* STORED DATA
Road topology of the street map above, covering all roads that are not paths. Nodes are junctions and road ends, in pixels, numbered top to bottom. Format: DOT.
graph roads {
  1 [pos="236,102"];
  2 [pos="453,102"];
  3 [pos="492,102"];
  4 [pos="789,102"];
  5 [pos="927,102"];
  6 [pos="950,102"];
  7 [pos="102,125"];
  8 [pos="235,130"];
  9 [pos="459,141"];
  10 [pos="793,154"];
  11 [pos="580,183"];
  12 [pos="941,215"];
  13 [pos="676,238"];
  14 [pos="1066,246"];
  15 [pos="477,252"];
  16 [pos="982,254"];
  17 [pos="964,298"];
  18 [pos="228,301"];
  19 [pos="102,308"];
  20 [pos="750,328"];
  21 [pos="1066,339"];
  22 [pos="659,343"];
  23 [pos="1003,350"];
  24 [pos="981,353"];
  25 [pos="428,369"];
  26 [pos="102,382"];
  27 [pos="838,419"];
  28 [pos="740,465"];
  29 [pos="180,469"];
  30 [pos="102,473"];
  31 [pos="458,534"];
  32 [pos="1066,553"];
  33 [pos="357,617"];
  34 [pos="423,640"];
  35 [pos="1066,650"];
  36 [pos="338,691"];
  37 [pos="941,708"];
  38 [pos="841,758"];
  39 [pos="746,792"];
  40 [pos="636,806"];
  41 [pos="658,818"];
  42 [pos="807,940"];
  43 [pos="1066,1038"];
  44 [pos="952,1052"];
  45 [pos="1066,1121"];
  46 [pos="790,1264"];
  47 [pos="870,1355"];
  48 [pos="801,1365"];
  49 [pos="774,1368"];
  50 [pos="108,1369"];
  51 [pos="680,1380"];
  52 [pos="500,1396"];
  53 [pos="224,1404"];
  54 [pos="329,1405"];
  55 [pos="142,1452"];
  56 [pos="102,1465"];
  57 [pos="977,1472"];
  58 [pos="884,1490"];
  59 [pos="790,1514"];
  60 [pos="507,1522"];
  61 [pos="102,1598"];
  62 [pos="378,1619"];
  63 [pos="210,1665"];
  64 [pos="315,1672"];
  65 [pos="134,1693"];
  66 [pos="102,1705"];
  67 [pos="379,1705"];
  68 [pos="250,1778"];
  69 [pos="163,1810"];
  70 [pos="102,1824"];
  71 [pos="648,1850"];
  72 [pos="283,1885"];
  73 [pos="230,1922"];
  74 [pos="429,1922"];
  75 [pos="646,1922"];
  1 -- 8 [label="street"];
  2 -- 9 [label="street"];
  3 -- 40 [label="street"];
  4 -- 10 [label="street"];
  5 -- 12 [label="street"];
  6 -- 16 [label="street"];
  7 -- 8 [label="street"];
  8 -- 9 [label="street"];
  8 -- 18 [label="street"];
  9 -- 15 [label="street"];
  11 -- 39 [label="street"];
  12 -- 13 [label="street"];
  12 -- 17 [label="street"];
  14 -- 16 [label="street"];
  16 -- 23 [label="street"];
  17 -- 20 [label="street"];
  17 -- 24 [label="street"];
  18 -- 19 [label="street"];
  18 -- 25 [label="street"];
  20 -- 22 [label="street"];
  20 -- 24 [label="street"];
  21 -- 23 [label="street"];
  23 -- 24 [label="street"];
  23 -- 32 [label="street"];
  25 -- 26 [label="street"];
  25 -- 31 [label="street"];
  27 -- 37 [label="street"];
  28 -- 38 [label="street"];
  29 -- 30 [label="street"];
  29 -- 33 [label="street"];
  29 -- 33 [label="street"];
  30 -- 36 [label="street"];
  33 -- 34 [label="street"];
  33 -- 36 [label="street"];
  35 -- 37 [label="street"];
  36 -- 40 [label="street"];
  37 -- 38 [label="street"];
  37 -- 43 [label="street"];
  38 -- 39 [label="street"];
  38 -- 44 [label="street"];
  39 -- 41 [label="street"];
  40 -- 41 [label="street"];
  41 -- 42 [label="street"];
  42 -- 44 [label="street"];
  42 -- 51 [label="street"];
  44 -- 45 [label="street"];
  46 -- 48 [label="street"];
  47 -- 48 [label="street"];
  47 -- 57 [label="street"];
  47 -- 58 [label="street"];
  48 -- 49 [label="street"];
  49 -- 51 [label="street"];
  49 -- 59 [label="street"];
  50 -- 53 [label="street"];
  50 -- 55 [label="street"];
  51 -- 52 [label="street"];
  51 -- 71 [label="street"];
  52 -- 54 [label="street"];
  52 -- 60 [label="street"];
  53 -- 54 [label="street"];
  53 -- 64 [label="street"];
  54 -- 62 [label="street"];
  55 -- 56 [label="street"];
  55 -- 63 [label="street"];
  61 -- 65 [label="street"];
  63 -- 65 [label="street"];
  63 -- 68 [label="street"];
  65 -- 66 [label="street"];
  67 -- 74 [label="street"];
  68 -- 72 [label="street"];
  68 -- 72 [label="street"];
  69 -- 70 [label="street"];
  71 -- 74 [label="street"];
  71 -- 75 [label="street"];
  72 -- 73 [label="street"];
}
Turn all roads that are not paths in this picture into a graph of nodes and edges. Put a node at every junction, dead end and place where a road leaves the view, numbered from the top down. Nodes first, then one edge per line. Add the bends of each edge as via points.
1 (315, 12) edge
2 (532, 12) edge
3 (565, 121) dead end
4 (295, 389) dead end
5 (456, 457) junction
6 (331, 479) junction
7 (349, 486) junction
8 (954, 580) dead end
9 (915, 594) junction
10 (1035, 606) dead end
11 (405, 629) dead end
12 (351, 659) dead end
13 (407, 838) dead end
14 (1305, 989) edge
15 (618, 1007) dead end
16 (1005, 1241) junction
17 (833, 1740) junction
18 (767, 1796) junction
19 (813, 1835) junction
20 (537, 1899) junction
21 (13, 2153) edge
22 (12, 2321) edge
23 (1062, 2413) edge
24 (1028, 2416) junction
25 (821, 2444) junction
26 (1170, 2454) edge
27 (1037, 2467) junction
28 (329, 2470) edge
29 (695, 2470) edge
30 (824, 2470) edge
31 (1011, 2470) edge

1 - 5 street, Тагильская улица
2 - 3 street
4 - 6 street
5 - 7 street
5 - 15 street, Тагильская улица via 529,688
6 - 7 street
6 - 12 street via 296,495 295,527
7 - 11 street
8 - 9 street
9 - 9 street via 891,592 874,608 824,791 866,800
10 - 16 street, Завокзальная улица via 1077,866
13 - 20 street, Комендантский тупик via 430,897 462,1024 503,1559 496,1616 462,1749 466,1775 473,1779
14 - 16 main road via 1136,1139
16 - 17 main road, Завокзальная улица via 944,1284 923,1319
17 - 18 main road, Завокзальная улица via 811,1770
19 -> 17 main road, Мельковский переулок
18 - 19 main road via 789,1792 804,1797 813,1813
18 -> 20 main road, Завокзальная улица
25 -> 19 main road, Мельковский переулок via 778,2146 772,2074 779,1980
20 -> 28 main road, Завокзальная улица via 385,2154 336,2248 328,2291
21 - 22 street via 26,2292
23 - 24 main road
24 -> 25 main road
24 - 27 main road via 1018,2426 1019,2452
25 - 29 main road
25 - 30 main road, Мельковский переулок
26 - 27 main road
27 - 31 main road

* EXERCISE DETAILS
From the first line to the last, print the listing above exactly.

* WRITTEN SOLUTION
Road topology of the street map above, covering all roads that are not paths. Nodes are junctions and road ends, in pixels, numbered top to bottom. Format: DOT.
graph roads {
  1 [pos="236,102"];
  2 [pos="453,102"];
  3 [pos="492,102"];
  4 [pos="789,102"];
  5 [pos="927,102"];
  6 [pos="950,102"];
  7 [pos="102,125"];
  8 [pos="235,130"];
  9 [pos="459,141"];
  10 [pos="793,154"];
  11 [pos="580,183"];
  12 [pos="941,215"];
  13 [pos="676,238"];
  14 [pos="1066,246"];
  15 [pos="477,252"];
  16 [pos="982,254"];
  17 [pos="964,298"];
  18 [pos="228,301"];
  19 [pos="102,308"];
  20 [pos="750,328"];
  21 [pos="1066,339"];
  22 [pos="659,343"];
  23 [pos="1003,350"];
  24 [pos="981,353"];
  25 [pos="428,369"];
  26 [pos="102,382"];
  27 [pos="838,419"];
  28 [pos="740,465"];
  29 [pos="180,469"];
  30 [pos="102,473"];
  31 [pos="458,534"];
  32 [pos="1066,553"];
  33 [pos="357,617"];
  34 [pos="423,640"];
  35 [pos="1066,650"];
  36 [pos="338,691"];
  37 [pos="941,708"];
  38 [pos="841,758"];
  39 [pos="746,792"];
  40 [pos="636,806"];
  41 [pos="658,818"];
  42 [pos="807,940"];
  43 [pos="1066,1038"];
  44 [pos="952,1052"];
  45 [pos="1066,1121"];
  46 [pos="790,1264"];
  47 [pos="870,1355"];
  48 [pos="801,1365"];
  49 [pos="774,1368"];
  50 [pos="108,1369"];
  51 [pos="680,1380"];
  52 [pos="500,1396"];
  53 [pos="224,1404"];
  54 [pos="329,1405"];
  55 [pos="142,1452"];
  56 [pos="102,1465"];
  57 [pos="977,1472"];
  58 [pos="884,1490"];
  59 [pos="790,1514"];
  60 [pos="507,1522"];
  61 [pos="102,1598"];
  62 [pos="378,1619"];
  63 [pos="210,1665"];
  64 [pos="315,1672"];
  65 [pos="134,1693"];
  66 [pos="102,1705"];
  67 [pos="379,1705"];
  68 [pos="250,1778"];
  69 [pos="163,1810"];
  70 [pos="102,1824"];
  71 [pos="648,1850"];
  72 [pos="283,1885"];
  73 [pos="230,1922"];
  74 [pos="429,1922"];
  75 [pos="646,1922"];
  1 -- 8 [label="street"];
  2 -- 9 [label="street"];
  3 -- 40 [label="street"];
  4 -- 10 [label="street"];
  5 -- 12 [label="street"];
  6 -- 16 [label="street"];
  7 -- 8 [label="street"];
  8 -- 9 [label="street"];
  8 -- 18 [label="street"];
  9 -- 15 [label="street"];
  11 -- 39 [label="street"];
  12 -- 13 [label="street"];
  12 -- 17 [label="street"];
  14 -- 16 [label="street"];
  16 -- 23 [label="street"];
  17 -- 20 [label="street"];
  17 -- 24 [label="street"];
  18 -- 19 [label="street"];
  18 -- 25 [label="street"];
  20 -- 22 [label="street"];
  20 -- 24 [label="street"];
  21 -- 23 [label="street"];
  23 -- 24 [label="street"];
  23 -- 32 [label="street"];
  25 -- 26 [label="street"];
  25 -- 31 [label="street"];
  27 -- 37 [label="street"];
  28 -- 38 [label="street"];
  29 -- 30 [label="street"];
  29 -- 33 [label="street"];
  29 -- 33 [label="street"];
  30 -- 36 [label="street"];
  33 -- 34 [label="street"];
  33 -- 36 [label="street"];
  35 -- 37 [label="street"];
  36 -- 40 [label="street"];
  37 -- 38 [label="street"];
  37 -- 43 [label="street"];
  38 -- 39 [label="street"];
  38 -- 44 [label="street"];
  39 -- 41 [label="street"];
  40 -- 41 [label="street"];
  41 -- 42 [label="street"];
  42 -- 44 [label="street"];
  42 -- 51 [label="street"];
  44 -- 45 [label="street"];
  46 -- 48 [label="street"];
  47 -- 48 [label="street"];
  47 -- 57 [label="street"];
  47 -- 58 [label="street"];
  48 -- 49 [label="street"];
  49 -- 51 [label="street"];
  49 -- 59 [label="street"];
  50 -- 53 [label="street"];
  50 -- 55 [label="street"];
  51 -- 52 [label="street"];
  51 -- 71 [label="street"];
  52 -- 54 [label="street"];
  52 -- 60 [label="street"];
  53 -- 54 [label="street"];
  53 -- 64 [label="street"];
  54 -- 62 [label="street"];
  55 -- 56 [label="street"];
  55 -- 63 [label="street"];
  61 -- 65 [label="street"];
  63 -- 65 [label="street"];
  63 -- 68 [label="street"];
  65 -- 66 [label="street"];
  67 -- 74 [label="street"];
  68 -- 72 [label="street"];
  68 -- 72 [label="street"];
  69 -- 70 [label="street"];
  71 -- 74 [label="street"];
  71 -- 75 [label="street"];
  72 -- 73 [label="street"];
}
Turn all roads that are not paths in this picture into a graph of nodes and edges. Put a node at every junction, dead end and place where a road leaves the view, numbered from the top down. Nodes first, then one edge per line. Add the bends of each edge as via points.
1 (315, 12) edge
2 (532, 12) edge
3 (565, 121) dead end
4 (295, 389) dead end
5 (456, 457) junction
6 (331, 479) junction
7 (349, 486) junction
8 (954, 580) dead end
9 (915, 594) junction
10 (1035, 606) dead end
11 (405, 629) dead end
12 (351, 659) dead end
13 (407, 838) dead end
14 (1305, 989) edge
15 (618, 1007) dead end
16 (1005, 1241) junction
17 (833, 1740) junction
18 (767, 1796) junction
19 (813, 1835) junction
20 (537, 1899) junction
21 (13, 2153) edge
22 (12, 2321) edge
23 (1062, 2413) edge
24 (1028, 2416) junction
25 (821, 2444) junction
26 (1170, 2454) edge
27 (1037, 2467) junction
28 (329, 2470) edge
29 (695, 2470) edge
30 (824, 2470) edge
31 (1011, 2470) edge

1 - 5 street, Тагильская улица
2 - 3 street
4 - 6 street
5 - 7 street
5 - 15 street, Тагильская улица via 529,688
6 - 7 street
6 - 12 street via 296,495 295,527
7 - 11 street
8 - 9 street
9 - 9 street via 891,592 874,608 824,791 866,800
10 - 16 street, Завокзальная улица via 1077,866
13 - 20 street, Комендантский тупик via 430,897 462,1024 503,1559 496,1616 462,1749 466,1775 473,1779
14 - 16 main road via 1136,1139
16 - 17 main road, Завокзальная улица via 944,1284 923,1319
17 - 18 main road, Завокзальная улица via 811,1770
19 -> 17 main road, Мельковский переулок
18 - 19 main road via 789,1792 804,1797 813,1813
18 -> 20 main road, Завокзальная улица
25 -> 19 main road, Мельковский переулок via 778,2146 772,2074 779,1980
20 -> 28 main road, Завокзальная улица via 385,2154 336,2248 328,2291
21 - 22 street via 26,2292
23 - 24 main road
24 -> 25 main road
24 - 27 main road via 1018,2426 1019,2452
25 - 29 main road
25 - 30 main road, Мельковский переулок
26 - 27 main road
27 - 31 main road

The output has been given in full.